Al-Mu'tamid (المعتمد al-Muʿtamid, d. October 892) was the Abbasid Caliph in Baghdad from 870 to 892 and eldest surviving son of al-Mutawakkil. He held the title of caliph for 23 years, though he was a largely a ruler in name only.

His reign as caliph

During the reign of his predecessor, al-Muhtadi, al-Mu'tamid was imprisoned in Samarra. He was released after al-Muhtadi was deposed.

Al-Mu'tamid's brother, Al-Muwaffaq, had a claim to the throne and when the Zanj Rebellion started near Baghdad, al-Mu'tamid summoned al-Muwaffak to help him. From that point forward, Al-Muwaffaq essentially ruled as Caliph in all but name. After Al-Muwaffaq fell ill, he transferred substantial authority to his son, al-Mu'tadid. Al-Mu'tadid was popular in the capital, Baghdad, and al-Mu'tamid never regained any real power. In the year following his brother's death, al-Mu'tamid was obliged to publicly remove his own son from the succession and recognize al-Mu'tadid as his successor. He did not survive long thereafter;he drunk himself to death during a night festival in October 892, at the age of 50.

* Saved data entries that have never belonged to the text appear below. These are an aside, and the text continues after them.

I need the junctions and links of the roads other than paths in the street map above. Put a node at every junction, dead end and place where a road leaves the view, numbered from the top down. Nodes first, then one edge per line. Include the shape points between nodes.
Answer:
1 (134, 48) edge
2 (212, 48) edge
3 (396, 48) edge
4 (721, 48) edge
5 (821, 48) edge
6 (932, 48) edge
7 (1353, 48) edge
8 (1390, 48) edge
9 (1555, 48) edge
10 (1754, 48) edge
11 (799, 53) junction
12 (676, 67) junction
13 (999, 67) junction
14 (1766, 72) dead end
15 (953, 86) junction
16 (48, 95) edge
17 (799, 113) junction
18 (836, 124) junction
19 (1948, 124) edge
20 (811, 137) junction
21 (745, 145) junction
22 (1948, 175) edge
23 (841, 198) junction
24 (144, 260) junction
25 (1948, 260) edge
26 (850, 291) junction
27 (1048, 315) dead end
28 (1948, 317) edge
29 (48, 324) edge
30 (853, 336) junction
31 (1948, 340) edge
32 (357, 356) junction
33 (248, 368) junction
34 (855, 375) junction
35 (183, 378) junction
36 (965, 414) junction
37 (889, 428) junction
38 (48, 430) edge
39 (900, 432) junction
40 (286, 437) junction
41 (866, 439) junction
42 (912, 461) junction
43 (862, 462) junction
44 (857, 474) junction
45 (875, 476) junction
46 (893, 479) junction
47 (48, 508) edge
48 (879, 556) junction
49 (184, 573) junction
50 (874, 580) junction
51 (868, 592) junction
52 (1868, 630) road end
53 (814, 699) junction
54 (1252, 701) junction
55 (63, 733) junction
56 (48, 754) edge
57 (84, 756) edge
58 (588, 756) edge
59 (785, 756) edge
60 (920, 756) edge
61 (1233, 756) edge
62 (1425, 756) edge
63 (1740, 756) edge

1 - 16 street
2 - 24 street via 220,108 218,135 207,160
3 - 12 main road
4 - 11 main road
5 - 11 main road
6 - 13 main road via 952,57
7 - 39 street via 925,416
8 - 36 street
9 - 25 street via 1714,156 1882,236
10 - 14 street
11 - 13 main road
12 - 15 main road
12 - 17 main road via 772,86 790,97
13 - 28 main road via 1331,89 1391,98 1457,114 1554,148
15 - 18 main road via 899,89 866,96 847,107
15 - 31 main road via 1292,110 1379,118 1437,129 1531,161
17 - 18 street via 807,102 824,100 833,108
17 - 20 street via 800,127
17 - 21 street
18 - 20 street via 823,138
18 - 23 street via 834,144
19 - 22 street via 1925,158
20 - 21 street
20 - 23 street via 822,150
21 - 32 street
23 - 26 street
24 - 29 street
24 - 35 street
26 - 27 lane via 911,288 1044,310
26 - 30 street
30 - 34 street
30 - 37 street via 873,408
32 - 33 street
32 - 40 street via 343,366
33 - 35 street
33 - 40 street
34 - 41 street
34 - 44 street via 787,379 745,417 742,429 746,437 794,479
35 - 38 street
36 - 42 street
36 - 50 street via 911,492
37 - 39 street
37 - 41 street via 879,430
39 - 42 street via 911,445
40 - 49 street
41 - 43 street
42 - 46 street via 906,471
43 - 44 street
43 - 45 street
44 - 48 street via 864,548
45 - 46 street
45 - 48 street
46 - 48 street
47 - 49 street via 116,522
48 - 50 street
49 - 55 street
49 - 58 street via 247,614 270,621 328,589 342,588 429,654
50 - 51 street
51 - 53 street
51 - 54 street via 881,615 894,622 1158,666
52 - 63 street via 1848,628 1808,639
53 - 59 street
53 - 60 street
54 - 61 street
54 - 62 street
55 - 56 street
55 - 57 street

Al-Mu'tamid highest achievement may be the continuation of the era of prosperity that began with al-Muhtadi and lasted until the end of the century. However, the main cause of this prosperity was the return of the court in 892 to Baghdad, which curbed the power of Turkish soldiers. During al-Mu'tamid's reign and the two successive reigns, there were no assassination attempts upon the Caliph.